### [DATASET EXCERPTS]
== Segment start ==
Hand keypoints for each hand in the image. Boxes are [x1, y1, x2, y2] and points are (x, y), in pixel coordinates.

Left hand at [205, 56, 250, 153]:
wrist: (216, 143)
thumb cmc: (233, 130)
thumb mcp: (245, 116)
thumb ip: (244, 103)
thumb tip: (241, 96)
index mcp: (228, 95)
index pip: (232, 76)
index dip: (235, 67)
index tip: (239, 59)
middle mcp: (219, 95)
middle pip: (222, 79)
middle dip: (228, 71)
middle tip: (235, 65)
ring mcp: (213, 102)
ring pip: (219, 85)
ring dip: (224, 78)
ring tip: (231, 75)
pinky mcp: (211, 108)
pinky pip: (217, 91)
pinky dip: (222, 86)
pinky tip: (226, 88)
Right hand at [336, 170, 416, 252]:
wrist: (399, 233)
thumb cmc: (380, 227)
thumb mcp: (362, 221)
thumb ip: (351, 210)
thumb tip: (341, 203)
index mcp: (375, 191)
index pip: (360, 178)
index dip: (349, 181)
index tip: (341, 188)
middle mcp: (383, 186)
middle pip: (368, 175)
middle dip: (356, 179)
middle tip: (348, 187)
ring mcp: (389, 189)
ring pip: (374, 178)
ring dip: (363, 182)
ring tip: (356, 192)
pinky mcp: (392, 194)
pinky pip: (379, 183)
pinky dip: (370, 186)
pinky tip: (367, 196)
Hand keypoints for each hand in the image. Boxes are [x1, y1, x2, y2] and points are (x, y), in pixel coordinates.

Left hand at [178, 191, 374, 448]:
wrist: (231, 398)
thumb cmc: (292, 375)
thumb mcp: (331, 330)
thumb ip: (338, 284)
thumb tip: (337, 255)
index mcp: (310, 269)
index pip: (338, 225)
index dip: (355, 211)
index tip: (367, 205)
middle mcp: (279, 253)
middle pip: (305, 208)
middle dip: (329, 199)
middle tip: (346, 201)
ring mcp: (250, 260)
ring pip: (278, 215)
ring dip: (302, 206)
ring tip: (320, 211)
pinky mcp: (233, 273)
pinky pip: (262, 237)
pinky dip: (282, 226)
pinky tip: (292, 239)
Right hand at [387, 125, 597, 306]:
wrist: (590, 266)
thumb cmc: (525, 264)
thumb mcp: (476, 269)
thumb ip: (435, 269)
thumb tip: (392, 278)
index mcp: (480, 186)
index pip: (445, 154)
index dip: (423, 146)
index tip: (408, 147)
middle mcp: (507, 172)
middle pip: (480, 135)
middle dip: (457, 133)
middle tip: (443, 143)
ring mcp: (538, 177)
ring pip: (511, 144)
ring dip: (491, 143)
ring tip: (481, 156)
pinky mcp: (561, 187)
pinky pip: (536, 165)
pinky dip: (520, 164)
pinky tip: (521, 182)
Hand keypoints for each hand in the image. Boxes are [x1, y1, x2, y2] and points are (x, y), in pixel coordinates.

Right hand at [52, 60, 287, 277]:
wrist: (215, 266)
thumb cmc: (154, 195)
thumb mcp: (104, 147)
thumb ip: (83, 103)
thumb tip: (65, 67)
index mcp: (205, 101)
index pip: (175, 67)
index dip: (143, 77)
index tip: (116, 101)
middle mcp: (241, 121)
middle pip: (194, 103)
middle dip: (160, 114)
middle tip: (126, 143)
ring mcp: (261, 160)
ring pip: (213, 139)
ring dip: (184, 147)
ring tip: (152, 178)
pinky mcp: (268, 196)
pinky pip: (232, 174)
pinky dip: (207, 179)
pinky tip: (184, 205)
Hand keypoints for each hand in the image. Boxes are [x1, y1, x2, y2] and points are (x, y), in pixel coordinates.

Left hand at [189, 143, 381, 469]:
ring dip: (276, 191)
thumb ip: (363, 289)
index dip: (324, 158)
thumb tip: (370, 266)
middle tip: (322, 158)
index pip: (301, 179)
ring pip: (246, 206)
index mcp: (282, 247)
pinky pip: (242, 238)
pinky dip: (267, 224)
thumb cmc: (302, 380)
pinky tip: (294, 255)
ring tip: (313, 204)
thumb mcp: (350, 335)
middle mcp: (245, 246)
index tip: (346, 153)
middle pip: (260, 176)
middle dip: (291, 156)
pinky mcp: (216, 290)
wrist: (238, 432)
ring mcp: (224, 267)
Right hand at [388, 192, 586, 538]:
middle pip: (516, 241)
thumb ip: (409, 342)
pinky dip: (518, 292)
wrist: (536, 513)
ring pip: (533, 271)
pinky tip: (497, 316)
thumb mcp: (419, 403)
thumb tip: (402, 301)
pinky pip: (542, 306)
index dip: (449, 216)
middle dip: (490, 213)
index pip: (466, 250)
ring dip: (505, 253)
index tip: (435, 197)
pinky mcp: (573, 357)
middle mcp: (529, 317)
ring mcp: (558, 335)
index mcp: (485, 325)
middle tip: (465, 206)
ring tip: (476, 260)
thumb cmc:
== Segment end ==
### [EXERCISE REQUIREMENTS]
There is a line with "middle mcp: (219, 95)" and a line with "middle pip: (194, 103)" above. Copy exactly those two lines and all lines between them, with nothing else.

### [REPLY]
middle mcp: (219, 95)
middle pip: (222, 79)
middle dip: (228, 71)
middle tip: (235, 65)
ring mcp: (213, 102)
ring pip: (219, 85)
ring dip: (224, 78)
ring tip: (231, 75)
pinky mcp: (211, 108)
pinky pip: (217, 91)
pinky dip: (222, 86)
pinky tip: (226, 88)
Right hand at [336, 170, 416, 252]:
wrist: (399, 233)
thumb cmc: (380, 227)
thumb mcp: (362, 221)
thumb ip: (351, 210)
thumb tip: (341, 203)
index mcp: (375, 191)
index pip: (360, 178)
index dip: (349, 181)
index tip: (341, 188)
middle mcp: (383, 186)
middle pip: (368, 175)
middle dip: (356, 179)
middle tip: (348, 187)
ring mcp: (389, 189)
ring pip: (374, 178)
ring dip: (363, 182)
ring tip: (356, 192)
pinky mcp: (392, 194)
pinky pip: (379, 183)
pinky dip: (370, 186)
pinky tip: (367, 196)
Hand keypoints for each hand in the image. Boxes are [x1, y1, x2, y2] and points are (x, y), in pixel coordinates.

Left hand at [178, 191, 374, 448]:
wrist: (231, 398)
thumb cmc: (292, 375)
thumb mcp: (331, 330)
thumb ip: (338, 284)
thumb tip: (337, 255)
index mcp: (310, 269)
index pip: (338, 225)
index dip: (355, 211)
index tip: (367, 205)
middle mcp: (279, 253)
middle pip: (305, 208)
middle dip: (329, 199)
middle tip: (346, 201)
ring mcp: (250, 260)
ring pip: (278, 215)
ring dip: (302, 206)
ring tip: (320, 211)
pinky mcp: (233, 273)
pinky pip: (262, 237)
pinky dip: (282, 226)
pinky tip: (292, 239)
Right hand at [387, 125, 597, 306]:
wrist: (590, 266)
thumb cmc: (525, 264)
thumb mcp: (476, 269)
thumb ip: (435, 269)
thumb tip: (392, 278)
index mcp: (480, 186)
index pip: (445, 154)
index dip: (423, 146)
index tip: (408, 147)
middle mcp: (507, 172)
middle pip: (480, 135)
middle dip: (457, 133)
middle tip: (443, 143)
ring mcp: (538, 177)
ring pip: (511, 144)
ring dip: (491, 143)
ring tip: (481, 156)
pinky mcp: (561, 187)
pinky pip: (536, 165)
pinky dip: (520, 164)
pinky tip: (521, 182)
Hand keypoints for each hand in the image. Boxes are [x1, y1, x2, y2] and points are (x, y), in pixel coordinates.

Right hand at [52, 60, 287, 277]:
wrist: (215, 266)
thumb cmc: (154, 195)
thumb mcp: (104, 147)
thumb ip: (83, 103)
thumb tip: (65, 67)
index mcp: (205, 101)
index pip: (175, 67)
index dip: (143, 77)
index tip: (116, 101)
middle mcp: (241, 121)
middle pip: (194, 103)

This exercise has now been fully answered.